Set each entry down exactly as written.

Extracted material:
▼

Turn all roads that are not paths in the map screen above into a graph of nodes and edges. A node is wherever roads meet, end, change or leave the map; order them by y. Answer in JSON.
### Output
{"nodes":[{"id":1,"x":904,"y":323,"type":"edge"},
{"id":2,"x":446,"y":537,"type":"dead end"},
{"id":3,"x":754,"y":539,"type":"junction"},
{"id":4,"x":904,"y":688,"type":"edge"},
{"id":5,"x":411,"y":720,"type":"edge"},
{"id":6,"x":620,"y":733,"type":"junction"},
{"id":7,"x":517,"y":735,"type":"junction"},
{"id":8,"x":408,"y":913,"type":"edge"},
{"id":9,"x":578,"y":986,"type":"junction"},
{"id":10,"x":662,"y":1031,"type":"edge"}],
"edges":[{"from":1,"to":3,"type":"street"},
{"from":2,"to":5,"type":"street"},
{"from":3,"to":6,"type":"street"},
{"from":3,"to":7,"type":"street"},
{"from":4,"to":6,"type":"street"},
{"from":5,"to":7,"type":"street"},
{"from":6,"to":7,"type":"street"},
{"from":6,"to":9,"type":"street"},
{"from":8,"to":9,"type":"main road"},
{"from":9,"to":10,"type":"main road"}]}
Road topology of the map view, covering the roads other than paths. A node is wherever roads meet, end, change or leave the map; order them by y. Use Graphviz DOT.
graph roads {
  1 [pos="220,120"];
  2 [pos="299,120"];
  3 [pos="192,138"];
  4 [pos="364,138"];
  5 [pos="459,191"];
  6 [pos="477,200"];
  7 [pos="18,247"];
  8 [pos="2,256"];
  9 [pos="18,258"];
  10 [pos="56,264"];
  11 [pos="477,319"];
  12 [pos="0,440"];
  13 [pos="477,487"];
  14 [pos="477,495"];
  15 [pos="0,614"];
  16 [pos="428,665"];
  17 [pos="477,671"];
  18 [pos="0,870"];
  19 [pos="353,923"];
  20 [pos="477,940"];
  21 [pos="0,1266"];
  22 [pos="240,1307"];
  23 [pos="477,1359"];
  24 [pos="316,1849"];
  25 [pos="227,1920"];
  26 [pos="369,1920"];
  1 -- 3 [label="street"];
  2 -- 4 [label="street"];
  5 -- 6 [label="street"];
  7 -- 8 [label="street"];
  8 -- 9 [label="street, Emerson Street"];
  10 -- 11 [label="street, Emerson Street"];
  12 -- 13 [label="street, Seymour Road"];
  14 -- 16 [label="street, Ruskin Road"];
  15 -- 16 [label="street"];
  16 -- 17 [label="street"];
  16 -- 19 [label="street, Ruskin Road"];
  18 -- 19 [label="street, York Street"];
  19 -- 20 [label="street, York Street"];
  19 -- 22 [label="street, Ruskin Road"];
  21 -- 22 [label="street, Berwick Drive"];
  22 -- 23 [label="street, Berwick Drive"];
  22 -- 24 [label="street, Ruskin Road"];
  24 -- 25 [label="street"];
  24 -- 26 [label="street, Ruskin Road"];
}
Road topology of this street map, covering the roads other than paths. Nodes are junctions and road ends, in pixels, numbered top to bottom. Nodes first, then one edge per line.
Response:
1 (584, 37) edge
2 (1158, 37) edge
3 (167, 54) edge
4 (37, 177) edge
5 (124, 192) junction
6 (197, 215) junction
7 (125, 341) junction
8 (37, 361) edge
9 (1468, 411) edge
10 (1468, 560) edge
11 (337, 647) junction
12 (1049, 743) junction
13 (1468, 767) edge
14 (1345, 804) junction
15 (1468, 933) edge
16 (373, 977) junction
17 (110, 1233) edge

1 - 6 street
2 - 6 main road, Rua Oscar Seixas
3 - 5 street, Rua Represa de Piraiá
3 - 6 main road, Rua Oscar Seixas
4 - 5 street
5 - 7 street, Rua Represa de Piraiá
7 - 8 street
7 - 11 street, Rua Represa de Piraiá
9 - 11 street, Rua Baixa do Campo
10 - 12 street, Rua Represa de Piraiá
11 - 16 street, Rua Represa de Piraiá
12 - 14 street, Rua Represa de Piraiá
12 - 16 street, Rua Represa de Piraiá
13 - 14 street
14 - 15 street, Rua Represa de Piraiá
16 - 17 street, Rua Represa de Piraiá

▲

Reply:
Turn all roads that are not paths in the map screen above into a graph of nodes and edges. A node is wherever roads meet, end, change or leave the map; order them by y. Answer in JSON.
### Output
{"nodes":[{"id":1,"x":904,"y":323,"type":"edge"},
{"id":2,"x":446,"y":537,"type":"dead end"},
{"id":3,"x":754,"y":539,"type":"junction"},
{"id":4,"x":904,"y":688,"type":"edge"},
{"id":5,"x":411,"y":720,"type":"edge"},
{"id":6,"x":620,"y":733,"type":"junction"},
{"id":7,"x":517,"y":735,"type":"junction"},
{"id":8,"x":408,"y":913,"type":"edge"},
{"id":9,"x":578,"y":986,"type":"junction"},
{"id":10,"x":662,"y":1031,"type":"edge"}],
"edges":[{"from":1,"to":3,"type":"street"},
{"from":2,"to":5,"type":"street"},
{"from":3,"to":6,"type":"street"},
{"from":3,"to":7,"type":"street"},
{"from":4,"to":6,"type":"street"},
{"from":5,"to":7,"type":"street"},
{"from":6,"to":7,"type":"street"},
{"from":6,"to":9,"type":"street"},
{"from":8,"to":9,"type":"main road"},
{"from":9,"to":10,"type":"main road"}]}
Road topology of the map view, covering the roads other than paths. A node is wherever roads meet, end, change or leave the map; order them by y. Use Graphviz DOT.
graph roads {
  1 [pos="220,120"];
  2 [pos="299,120"];
  3 [pos="192,138"];
  4 [pos="364,138"];
  5 [pos="459,191"];
  6 [pos="477,200"];
  7 [pos="18,247"];
  8 [pos="2,256"];
  9 [pos="18,258"];
  10 [pos="56,264"];
  11 [pos="477,319"];
  12 [pos="0,440"];
  13 [pos="477,487"];
  14 [pos="477,495"];
  15 [pos="0,614"];
  16 [pos="428,665"];
  17 [pos="477,671"];
  18 [pos="0,870"];
  19 [pos="353,923"];
  20 [pos="477,940"];
  21 [pos="0,1266"];
  22 [pos="240,1307"];
  23 [pos="477,1359"];
  24 [pos="316,1849"];
  25 [pos="227,1920"];
  26 [pos="369,1920"];
  1 -- 3 [label="street"];
  2 -- 4 [label="street"];
  5 -- 6 [label="street"];
  7 -- 8 [label="street"];
  8 -- 9 [label="street, Emerson Street"];
  10 -- 11 [label="street, Emerson Street"];
  12 -- 13 [label="street, Seymour Road"];
  14 -- 16 [label="street, Ruskin Road"];
  15 -- 16 [label="street"];
  16 -- 17 [label="street"];
  16 -- 19 [label="street, Ruskin Road"];
  18 -- 19 [label="street, York Street"];
  19 -- 20 [label="street, York Street"];
  19 -- 22 [label="street, Ruskin Road"];
  21 -- 22 [label="street, Berwick Drive"];
  22 -- 23 [label="street, Berwick Drive"];
  22 -- 24 [label="street, Ruskin Road"];
  24 -- 25 [label="street"];
  24 -- 26 [label="street, Ruskin Road"];
}
Road topology of this street map, covering the roads other than paths. Nodes are junctions and road ends, in pixels, numbered top to bottom. Nodes first, then one edge per line.
Response:
1 (584, 37) edge
2 (1158, 37) edge
3 (167, 54) edge
4 (37, 177) edge
5 (124, 192) junction
6 (197, 215) junction
7 (125, 341) junction
8 (37, 361) edge
9 (1468, 411) edge
10 (1468, 560) edge
11 (337, 647) junction
12 (1049, 743) junction
13 (1468, 767) edge
14 (1345, 804) junction
15 (1468, 933) edge
16 (373, 977) junction
17 (110, 1233) edge

1 - 6 street
2 - 6 main road, Rua Oscar Seixas
3 - 5 street, Rua Represa de Piraiá
3 - 6 main road, Rua Oscar Seixas
4 - 5 street
5 - 7 street, Rua Represa de Piraiá
7 - 8 street
7 - 11 street, Rua Represa de Piraiá
9 - 11 street, Rua Baixa do Campo
10 - 12 street, Rua Represa de Piraiá
11 - 16 street, Rua Represa de Piraiá
12 - 14 street, Rua Represa de Piraiá
12 - 16 street, Rua Represa de Piraiá
13 - 14 street
14 - 15 street, Rua Represa de Piraiá
16 - 17 street, Rua Represa de Piraiá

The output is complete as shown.